-- Opening Marker --

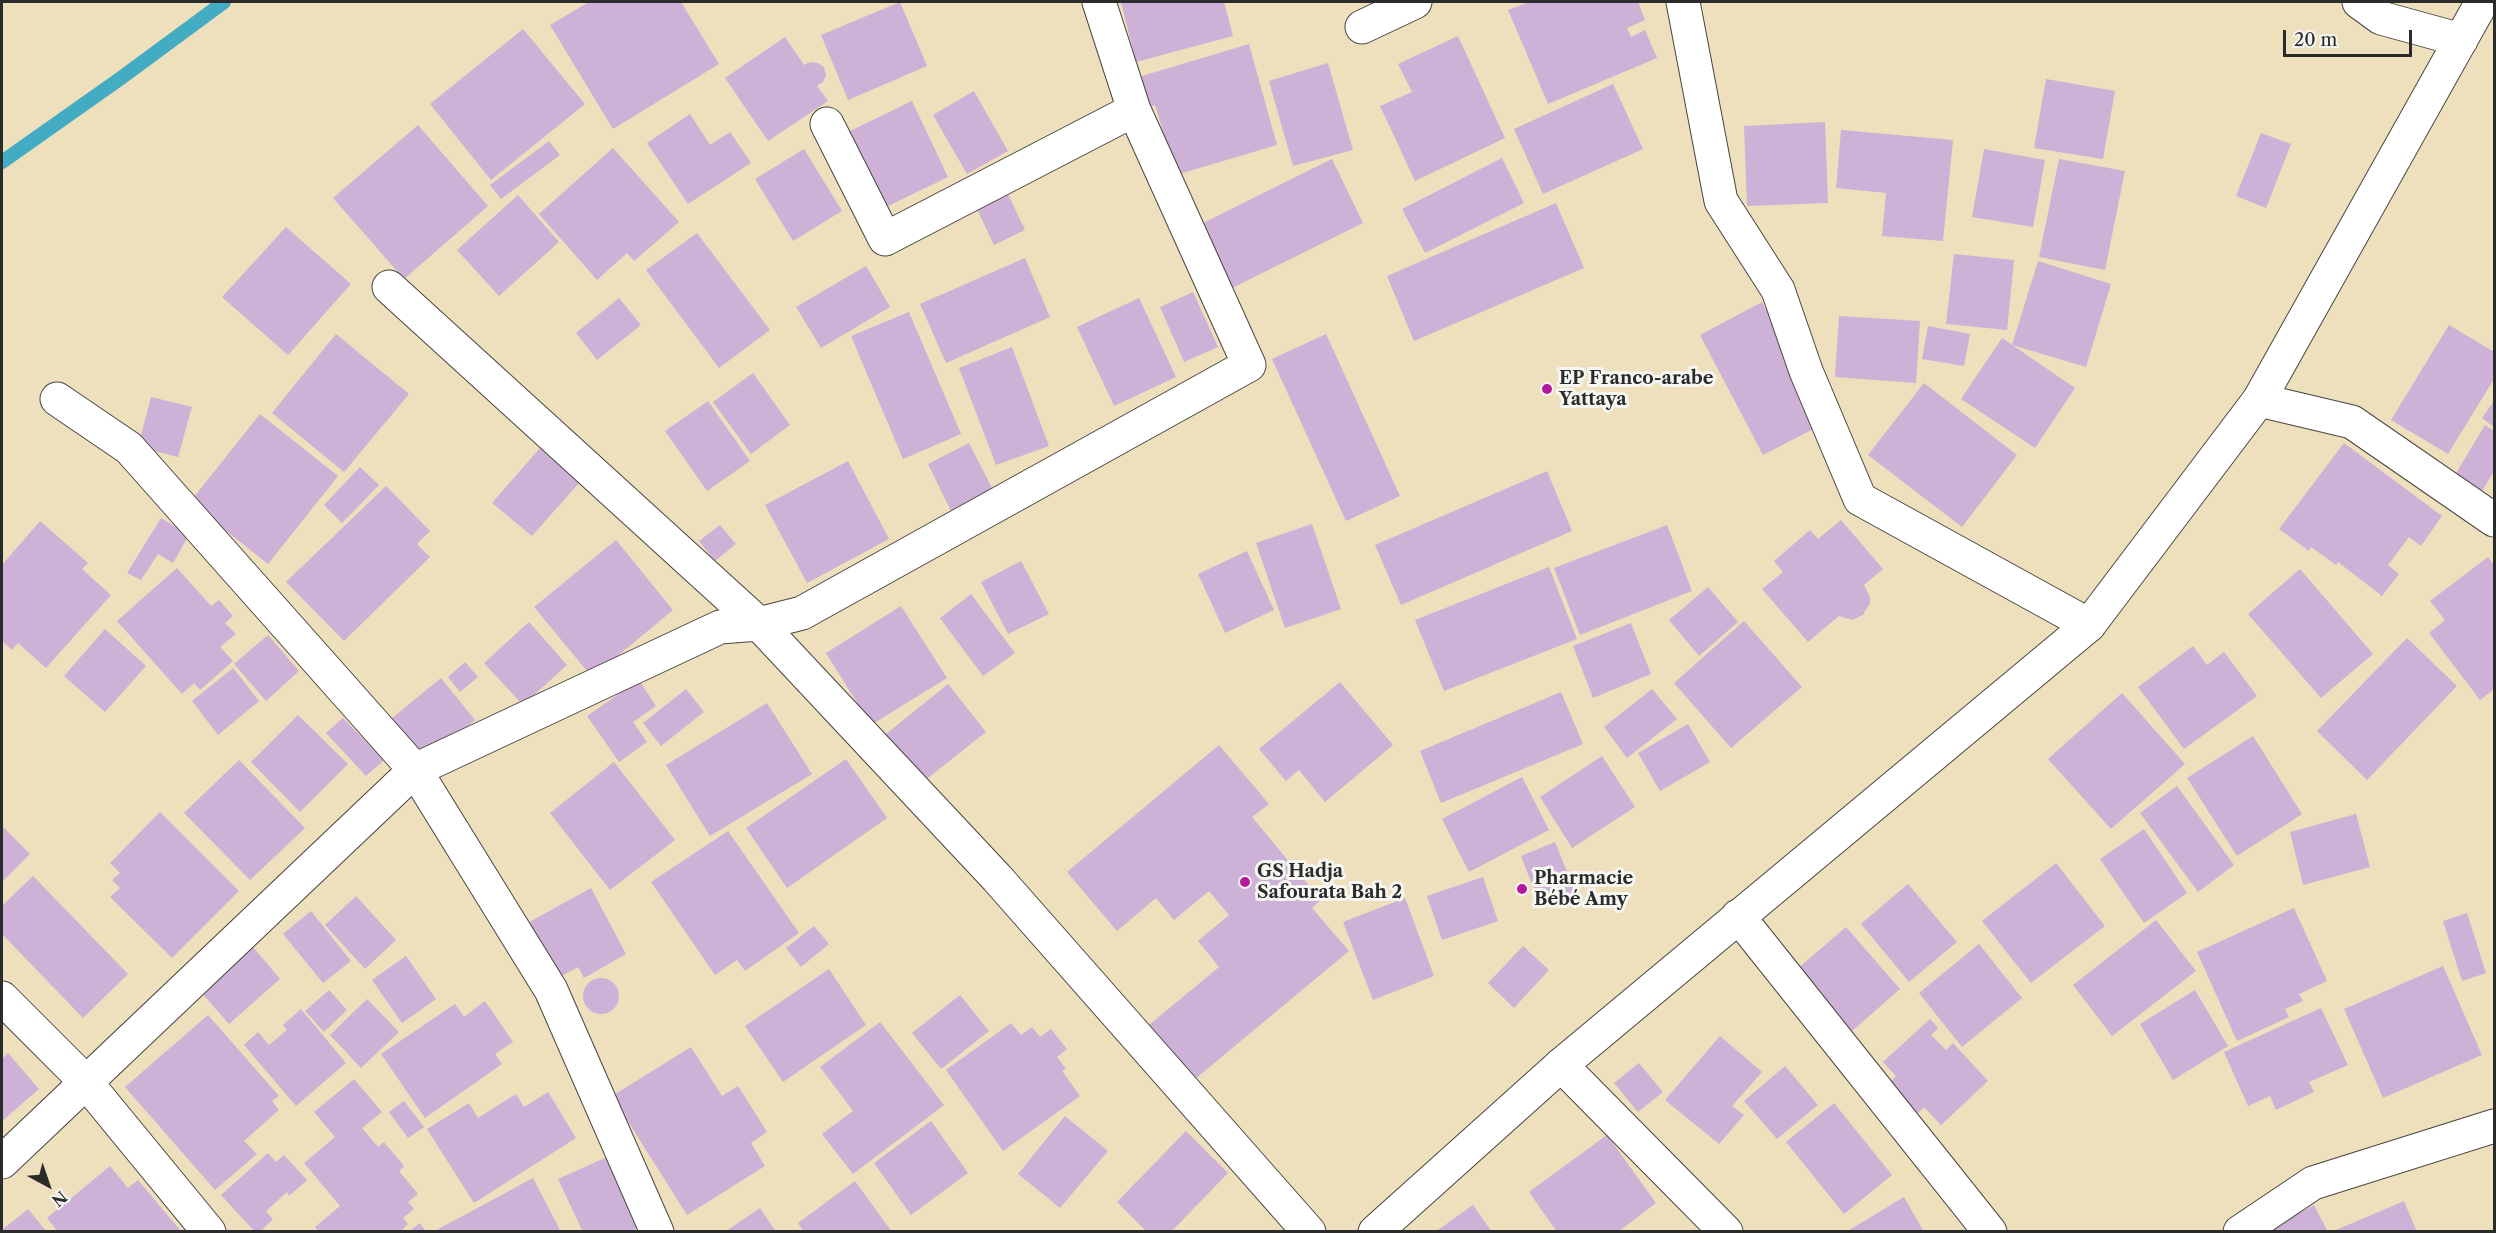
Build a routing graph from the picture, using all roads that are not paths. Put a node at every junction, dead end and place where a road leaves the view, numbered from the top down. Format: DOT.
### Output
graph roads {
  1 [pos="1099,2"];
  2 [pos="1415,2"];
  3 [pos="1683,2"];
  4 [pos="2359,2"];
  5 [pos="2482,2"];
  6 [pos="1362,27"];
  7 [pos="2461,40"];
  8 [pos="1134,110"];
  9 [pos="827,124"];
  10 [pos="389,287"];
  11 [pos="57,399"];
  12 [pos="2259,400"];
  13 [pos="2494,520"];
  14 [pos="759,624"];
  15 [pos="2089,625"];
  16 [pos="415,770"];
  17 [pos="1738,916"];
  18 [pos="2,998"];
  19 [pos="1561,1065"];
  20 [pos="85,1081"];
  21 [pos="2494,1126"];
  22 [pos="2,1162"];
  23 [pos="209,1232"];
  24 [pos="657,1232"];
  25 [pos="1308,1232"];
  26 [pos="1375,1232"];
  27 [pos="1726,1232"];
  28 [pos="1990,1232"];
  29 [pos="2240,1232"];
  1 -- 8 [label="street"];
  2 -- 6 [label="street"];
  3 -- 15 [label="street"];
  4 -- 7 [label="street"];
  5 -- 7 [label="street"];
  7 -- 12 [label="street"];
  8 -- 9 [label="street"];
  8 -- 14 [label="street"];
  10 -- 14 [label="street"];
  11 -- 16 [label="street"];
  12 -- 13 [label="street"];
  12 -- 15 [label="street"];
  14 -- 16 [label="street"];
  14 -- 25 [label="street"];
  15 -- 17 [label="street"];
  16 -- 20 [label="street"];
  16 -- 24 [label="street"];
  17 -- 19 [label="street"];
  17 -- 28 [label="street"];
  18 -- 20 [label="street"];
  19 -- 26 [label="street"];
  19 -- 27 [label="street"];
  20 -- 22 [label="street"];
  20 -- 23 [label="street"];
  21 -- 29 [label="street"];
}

-- Closing Marker --

* [REQUIREMENT]
For each line above, output its wording exactly and leave out any picture.

* [ANSWER FOR THIS EXERCISE]
Build a routing graph from the picture, using all roads that are not paths. Put a node at every junction, dead end and place where a road leaves the view, numbered from the top down. Format: DOT.
### Output
graph roads {
  1 [pos="1099,2"];
  2 [pos="1415,2"];
  3 [pos="1683,2"];
  4 [pos="2359,2"];
  5 [pos="2482,2"];
  6 [pos="1362,27"];
  7 [pos="2461,40"];
  8 [pos="1134,110"];
  9 [pos="827,124"];
  10 [pos="389,287"];
  11 [pos="57,399"];
  12 [pos="2259,400"];
  13 [pos="2494,520"];
  14 [pos="759,624"];
  15 [pos="2089,625"];
  16 [pos="415,770"];
  17 [pos="1738,916"];
  18 [pos="2,998"];
  19 [pos="1561,1065"];
  20 [pos="85,1081"];
  21 [pos="2494,1126"];
  22 [pos="2,1162"];
  23 [pos="209,1232"];
  24 [pos="657,1232"];
  25 [pos="1308,1232"];
  26 [pos="1375,1232"];
  27 [pos="1726,1232"];
  28 [pos="1990,1232"];
  29 [pos="2240,1232"];
  1 -- 8 [label="street"];
  2 -- 6 [label="street"];
  3 -- 15 [label="street"];
  4 -- 7 [label="street"];
  5 -- 7 [label="street"];
  7 -- 12 [label="street"];
  8 -- 9 [label="street"];
  8 -- 14 [label="street"];
  10 -- 14 [label="street"];
  11 -- 16 [label="street"];
  12 -- 13 [label="street"];
  12 -- 15 [label="street"];
  14 -- 16 [label="street"];
  14 -- 25 [label="street"];
  15 -- 17 [label="street"];
  16 -- 20 [label="street"];
  16 -- 24 [label="street"];
  17 -- 19 [label="street"];
  17 -- 28 [label="street"];
  18 -- 20 [label="street"];
  19 -- 26 [label="street"];
  19 -- 27 [label="street"];
  20 -- 22 [label="street"];
  20 -- 23 [label="street"];
  21 -- 29 [label="street"];
}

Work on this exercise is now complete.